Any idea of self-improvement toward the New Soviet Person was grotesque in the circumstances of Leningrad. Peri brings out this contradiction well. From 1937 on the individual was responsible for his own condition. Leningraders were supposedly New Soviet People “born in the fire of war,” according to the journalist Nikolai Tikhonov. But the notion of physical perfectibility was taken to a grotesque conclusion after the war when limbless veterans of the Red Army, known as “samovars,” were exiled from major cities and dumped out of sight by a shockingly ungrateful government.

Sergey Yarov is rightly fascinated by the minutiae of morality. In such conditions, a sense of right and wrong became much more acute. Already famished people who broke off part of their bread ration and gave it to a stranger in a worse state would be remembered warmly for their sacrifice. Those on a Category I ration who hoarded food for an emergency when those around them were dying would be seen as unforgivably selfish. This clearly became an insane obsession: a number of people starved to death because they didn’t dare touch their miserly reserves. The worst crime in the eyes of almost everyone was to steal food from children.

Yarov develops his examples under such headings as “The concept of honesty,” “Charity,” “Attitudes to theft,” and “The shifting boundaries of ethics.” He looks at moral choices, moral imperatives, and moral blindness. Certain ethical dilemmas arose frequently. Was it, for instance, worth wasting food on somebody who was going to die anyway? Yarov is particularly good on how standards shifted. “A part was played also by the ‘collective’ nature of the ordeal people were experiencing,” he writes. “It was difficult to be the first to decide to behave immorally, but once that was being done by other citizens, immoral acts did not seem so terrible.”
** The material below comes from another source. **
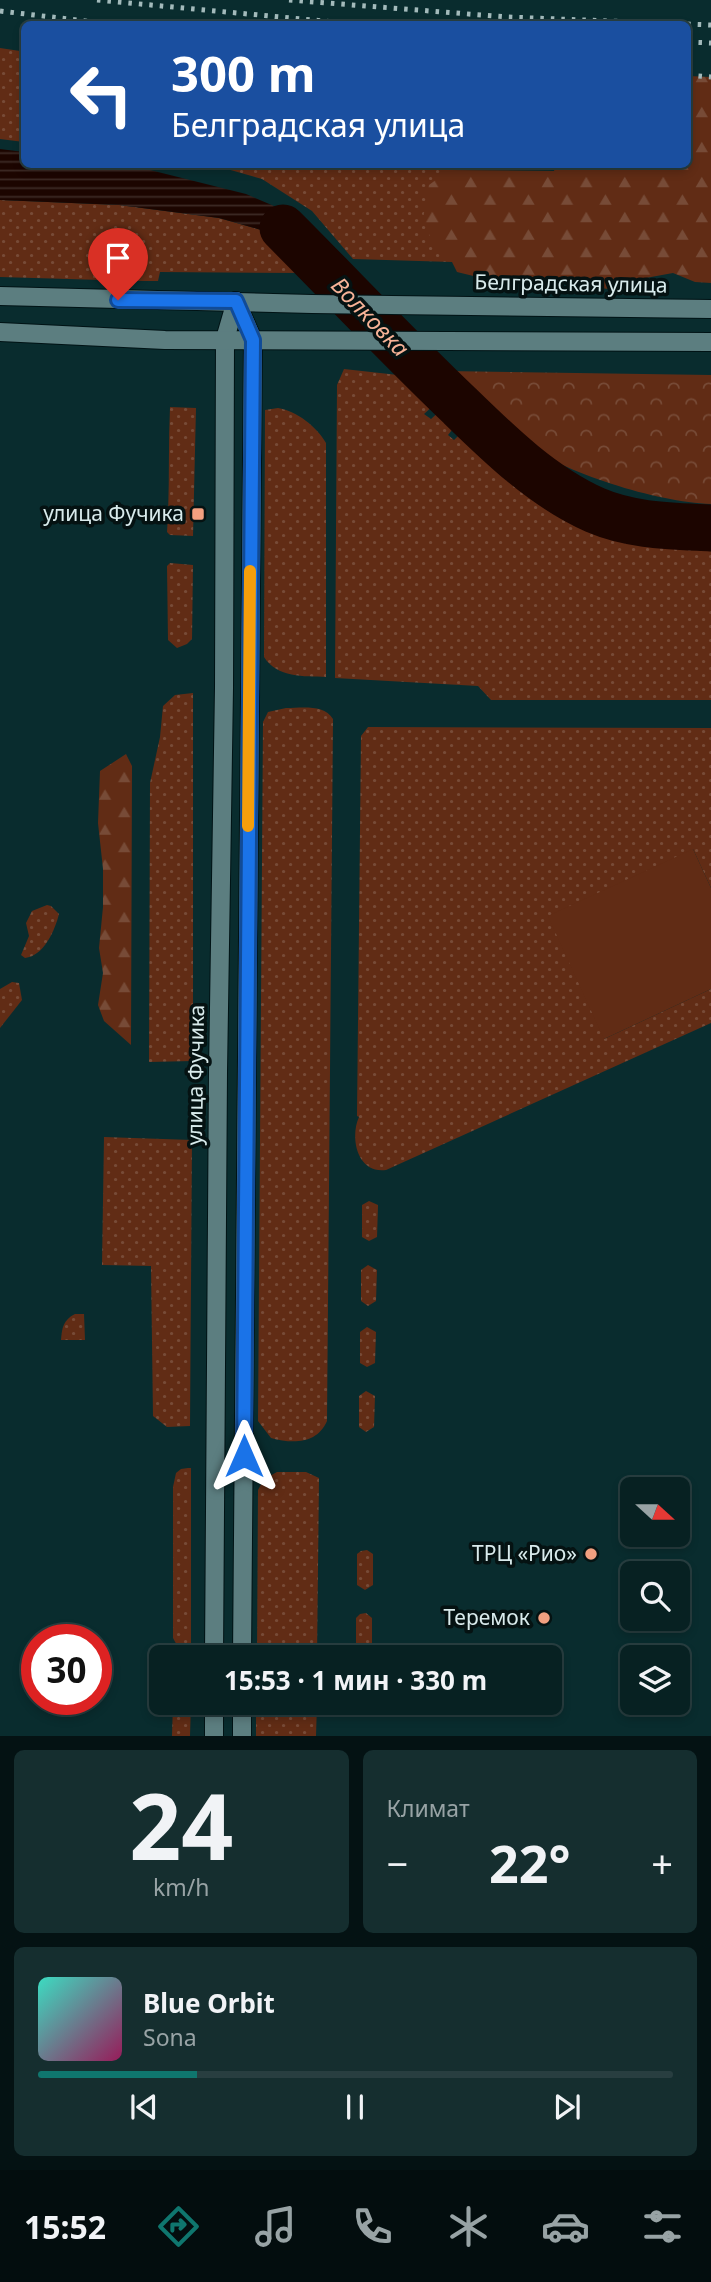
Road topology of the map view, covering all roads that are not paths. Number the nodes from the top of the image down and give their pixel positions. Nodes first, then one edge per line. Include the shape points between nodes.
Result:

Several diarists were struck that, amid the grandeur of former St. Petersburg, they had been thrown back to a primitive state. “We are like cave dwellers waiting to see the sun,” wrote Dima Afanas’ev, a sixth-grader. In her new book, Besieged Leningrad: Aesthetic Responses to Urban Disaster, Polina Barskova uses source material similar to Peri’s and Yarov’s, but her purpose is to “assess how people subjected to catastrophic events relate to their cultural and physical environment.” Barskova has also edited Written in the Dark, a collection of poems by five writers who experienced the siege. One poem by Pavel Zaltsman describes the “canteen girls”:

In heels and pilfered silks,
In the basement kitchens,
Stirring pots and cooking meals,
Stand the most vile creatures.

And these creatures paint their lips
Over cow’s tongue gathered,
As, abundantly, the milk
Fills their breasts, unwithered.

Gennady Gor, a science fiction writer and art historian, astonished those who had known him with the savagery of his siege poems when they were discovered after his death:

I ate Rebecca the girl full of laughter
A raven looked down at my hideous dinner.
A raven looked down at me like at boredom
At how slowly this human was eating that human.
A raven looked down but it was for nothing,
I didn’t throw it that arm of Rebecca.

Amid the horrors and heartlessness, as in all the most appalling episodes of World War II, the stories of self-sacrifice and unpredictable compassion from strangers just manage to save the reader from complete despair at the human race. A Red Army officer took pity on a schoolgirl, G.N. Ignatova. “He took me to the army commanders’ dining room and gave me his meal,” she recounted. “He sat there, crying. Later I was told two of his children were in [German] occupied territory.”